— Brief —
Copy out, from the data below, each line in which the word "turn" occurs.

------------------------------------------------------------------------

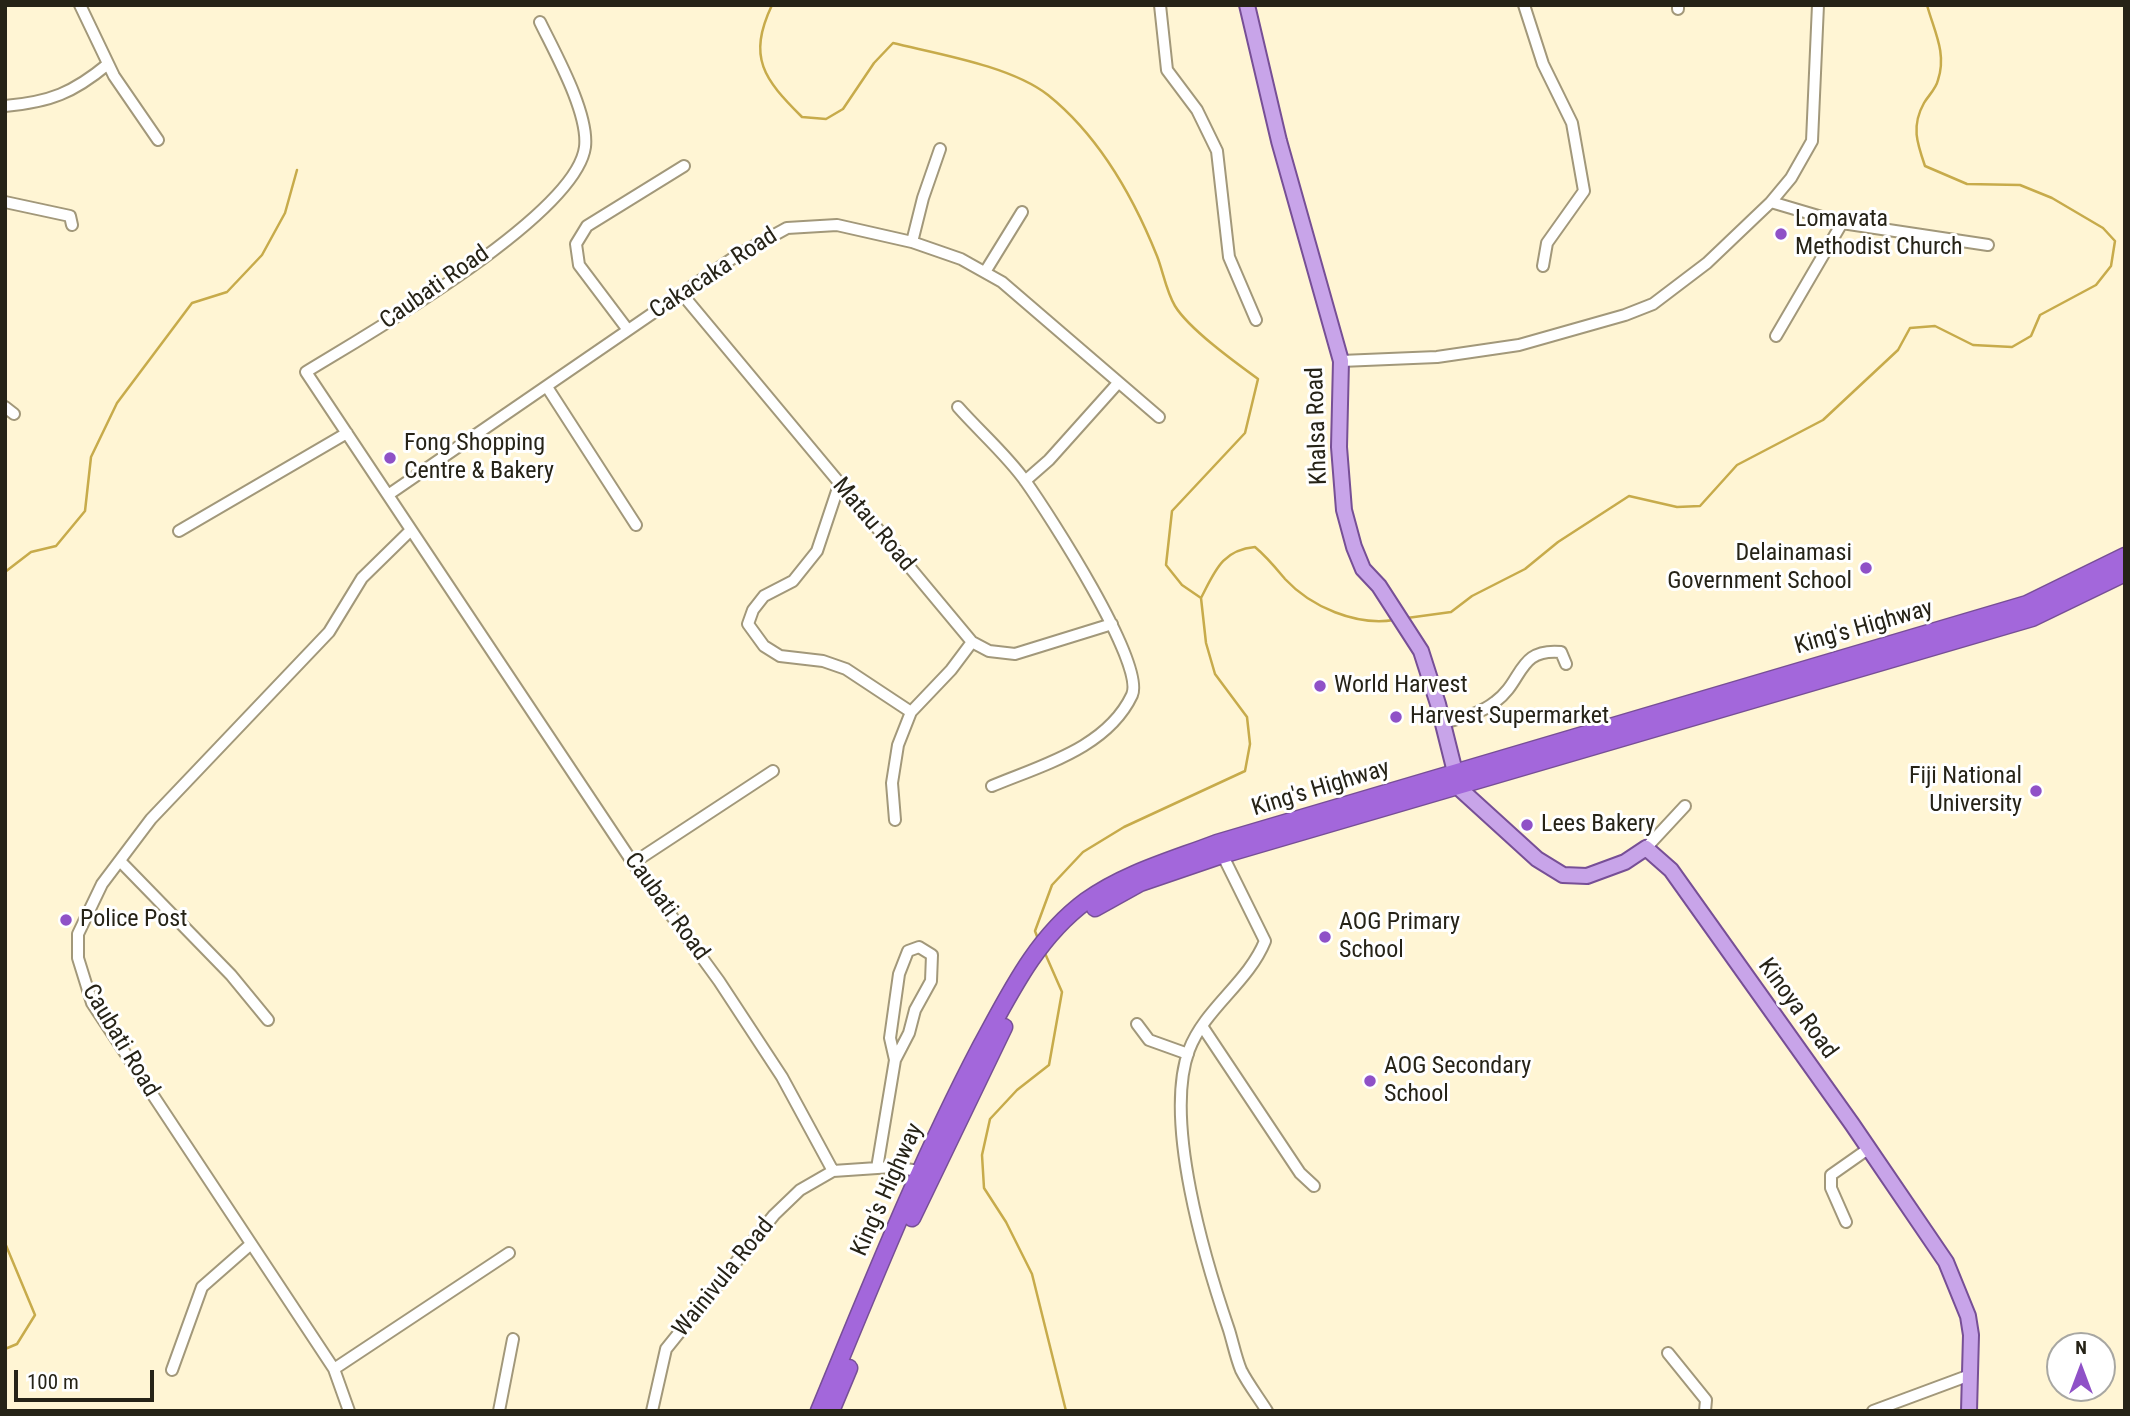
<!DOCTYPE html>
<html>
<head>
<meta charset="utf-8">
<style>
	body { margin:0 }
	#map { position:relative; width:2130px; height:1416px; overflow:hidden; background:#fff5d4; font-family:"Roboto Condensed",sans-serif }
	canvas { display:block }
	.frame { position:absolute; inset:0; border:7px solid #262317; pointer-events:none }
	.north { position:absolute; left:2046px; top:1332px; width:70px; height:70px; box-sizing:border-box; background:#fff; border:2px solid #a8a7a2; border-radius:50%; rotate:0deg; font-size:19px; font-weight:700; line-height:28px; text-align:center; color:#262317 }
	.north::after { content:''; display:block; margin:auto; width:24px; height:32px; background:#8f51c7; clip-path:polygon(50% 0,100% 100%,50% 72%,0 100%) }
	.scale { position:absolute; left:14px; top:1370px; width:140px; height:32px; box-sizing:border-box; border:4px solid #262317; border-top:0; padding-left:9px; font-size:21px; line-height:24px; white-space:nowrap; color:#262317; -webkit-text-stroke:5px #fff; paint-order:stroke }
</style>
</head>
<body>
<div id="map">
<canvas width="2130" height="1416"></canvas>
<div class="frame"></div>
<div class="north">N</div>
<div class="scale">100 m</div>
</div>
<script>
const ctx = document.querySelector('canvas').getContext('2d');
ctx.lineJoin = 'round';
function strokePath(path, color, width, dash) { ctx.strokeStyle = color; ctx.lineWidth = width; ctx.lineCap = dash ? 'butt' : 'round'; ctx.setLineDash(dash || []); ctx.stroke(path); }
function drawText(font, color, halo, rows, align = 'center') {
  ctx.font = font + ' "Roboto Condensed",sans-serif'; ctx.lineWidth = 6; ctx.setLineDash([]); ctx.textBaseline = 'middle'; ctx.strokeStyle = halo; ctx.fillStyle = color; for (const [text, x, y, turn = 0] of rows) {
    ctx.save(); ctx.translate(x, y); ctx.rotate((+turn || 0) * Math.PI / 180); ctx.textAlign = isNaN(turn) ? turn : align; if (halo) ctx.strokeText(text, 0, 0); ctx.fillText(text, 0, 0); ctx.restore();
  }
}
strokePath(new Path2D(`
	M772,5C747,58 764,79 802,117L826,119L843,109L874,63L893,43C938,54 1011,66 1048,95C1099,136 1133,196 1157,256C1163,271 1166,291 1175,306C1189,329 1236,363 1258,379L1245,433L1172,511L1166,565L1182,585L1201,598L1206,643L1215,674L1247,717L1250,744L1245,771L1124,827L1083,852L1052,885L1035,931L1038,939
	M5,572L31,552L56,546L85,511L91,457L117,403L192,303L227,292L262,255L285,213L297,170
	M1201,598C1215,571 1222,550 1255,547C1267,557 1275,567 1285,579C1311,607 1356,626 1394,620
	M1407,618L1451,612L1472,596L1525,569L1558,542L1629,496L1677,507L1700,506L1737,465L1823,420L1898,350L1910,328L1935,326L1973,345L2012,347L2031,336L2040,315L2096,285L2111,266L2115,241L2103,228L2052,198L2020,185L1967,184L1925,166C1917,143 1911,126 1924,103C1928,96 1936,89 1938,80C1947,53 1934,31 1927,5
	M1044,951L1062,992L1049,1065L1017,1090L990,1119L982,1155L984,1188L1006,1222L1032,1274L1066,1411
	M5,1243L35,1315L17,1344L5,1349`), '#c7ab4b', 2.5);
const minor = new Path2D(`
	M80,5L114,76L158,140
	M1160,5L1167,70L1197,110L1217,151L1229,257L1256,320
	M1524,5L1543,64L1572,123L1584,191L1547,243L1543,266
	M1678,5V9
	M540,22C555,53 589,113 585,147C576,216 366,335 306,372L633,863L719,981L782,1077L833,1171L892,1167L926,1172
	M5,106C50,102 73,93 108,64
	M5,202L70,216L72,225
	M1771,202L1842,223L1988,245
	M912,242L923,198L940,149
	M985,272L1022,212
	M682,294L972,642L989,651L1015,654L1112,624
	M628,330L579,265L576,244L587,226L684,166
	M1776,336L1842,223
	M1341,361L1437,357L1519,345L1625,315L1653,304L1707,263L1771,202L1791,178L1812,141L1818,5
	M547,387L636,525
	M5,407L14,414
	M958,407C980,432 1007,455 1026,482C1048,513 1146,664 1132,695C1107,748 1042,765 992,786
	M1025,481L1049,460L1118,383
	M839,485L817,551L793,581L764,596L753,610L748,624L764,646L780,656L823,661L846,669L911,712
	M388,495L736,256L787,228L837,225L912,242L961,259L1002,282L1159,417
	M179,531L347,433
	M1443,723C1461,718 1480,714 1495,702C1524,681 1517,648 1561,652L1566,664
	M895,820L892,783L898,745L911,712L951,670L972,642
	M1646,848L1685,806
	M1221,852L1265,941C1248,983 1205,1008 1189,1050C1163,1120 1205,1260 1229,1330C1233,1343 1236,1358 1241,1370C1248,1384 1259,1398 1267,1411
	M120,861L231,975L268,1020
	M633,863L773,771
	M1137,1024L1149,1040L1188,1054
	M1202,1026L1300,1173L1314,1186
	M877,1168L895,1060L890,1038L899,974L908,951L919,947L932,955L931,981L915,1010L909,1033L895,1060
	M1846,1222L1831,1188V1175L1868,1149
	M1668,1353L1706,1400L1705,1411
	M334,1369L509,1253
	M172,1370L202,1287L251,1244
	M349,1411L334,1369L92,1003L78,958V934L102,884L151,819L329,632L362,578L411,530
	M499,1411L513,1339
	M652,1411L666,1349L774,1215L800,1190L833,1171
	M1873,1411L1970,1375`);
const major = new Path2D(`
	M1247,5L1279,141L1341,361L1339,447L1344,510L1354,547L1363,569L1379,586L1421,651L1438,704L1459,788L1537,859L1563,875L1587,876L1625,862L1646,848L1671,870L1852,1124L1946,1262L1968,1316L1971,1335L1969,1411`);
const highway = new Path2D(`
	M1095,908L1140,883L1222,855L2032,618L2125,573
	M912,1218L1004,1027
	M819,1411C870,1288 919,1164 981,1046C1010,993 1036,938 1086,901C1125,873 1173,860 1217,843L2027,604L2125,556
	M831,1411L849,1368`);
strokePath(minor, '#a2987a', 14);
strokePath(major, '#774f96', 18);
strokePath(highway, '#774f96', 19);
strokePath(minor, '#fff', 10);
strokePath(major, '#c8a4e9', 14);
strokePath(highway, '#a367db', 16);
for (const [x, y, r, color] of [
	[1781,234,7,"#8f51c7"],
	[390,458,7,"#8f51c7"],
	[1866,568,7,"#8f51c7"],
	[1320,686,7,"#8f51c7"],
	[1396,717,7,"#8f51c7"],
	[2036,791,7,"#8f51c7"],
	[1527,825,7,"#8f51c7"],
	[66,920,7,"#8f51c7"],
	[1325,937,7,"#8f51c7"],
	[1370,1081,7,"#8f51c7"]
]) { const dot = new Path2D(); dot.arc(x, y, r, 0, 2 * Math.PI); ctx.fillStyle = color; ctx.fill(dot); strokePath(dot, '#fff', 2.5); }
drawText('24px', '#262317', '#fff', [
	["Lomavata",1795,220],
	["Methodist Church",1795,248],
	["Fong Shopping",404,444],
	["Centre & Bakery",404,472],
	["Delainamasi",1852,554,"right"],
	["Government School",1852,582,"right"],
	["World Harvest",1334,686],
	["Harvest Supermarket",1410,717],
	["Fiji National",2022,777,"right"],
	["University",2022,805,"right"],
	["Lees Bakery",1541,825],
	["Police Post",80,920],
	["AOG Primary",1339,923],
	["School",1339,951],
	["AOG Secondary",1384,1067],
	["School",1384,1095]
], 'left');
drawText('24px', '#262317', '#fff', [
	["Cakacaka Road",714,274,-33],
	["Caubati Road",435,288,-35],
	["Khalsa Road",1318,426,-92],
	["Matau Road",873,525,50],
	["King's Highway",1864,628,-16],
	["King's Highway",1321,789,-17],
	["Caubati Road",666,907,54],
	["Kinoya Road",1797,1009,54],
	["Caubati Road",120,1041,59],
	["King's Highway",888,1190,-66],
	["Wainivula Road",724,1278,-51]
]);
</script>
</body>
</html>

------------------------------------------------------------------------

— Result below —
  ctx.font = font + ' "Roboto Condensed",sans-serif'; ctx.lineWidth = 6; ctx.setLineDash([]); ctx.textBaseline = 'middle'; ctx.strokeStyle = halo; ctx.fillStyle = color; for (const [text, x, y, turn = 0] of rows) {
    ctx.save(); ctx.translate(x, y); ctx.rotate((+turn || 0) * Math.PI / 180); ctx.textAlign = isNaN(turn) ? turn : align; if (halo) ctx.strokeText(text, 0, 0); ctx.fillText(text, 0, 0); ctx.restore();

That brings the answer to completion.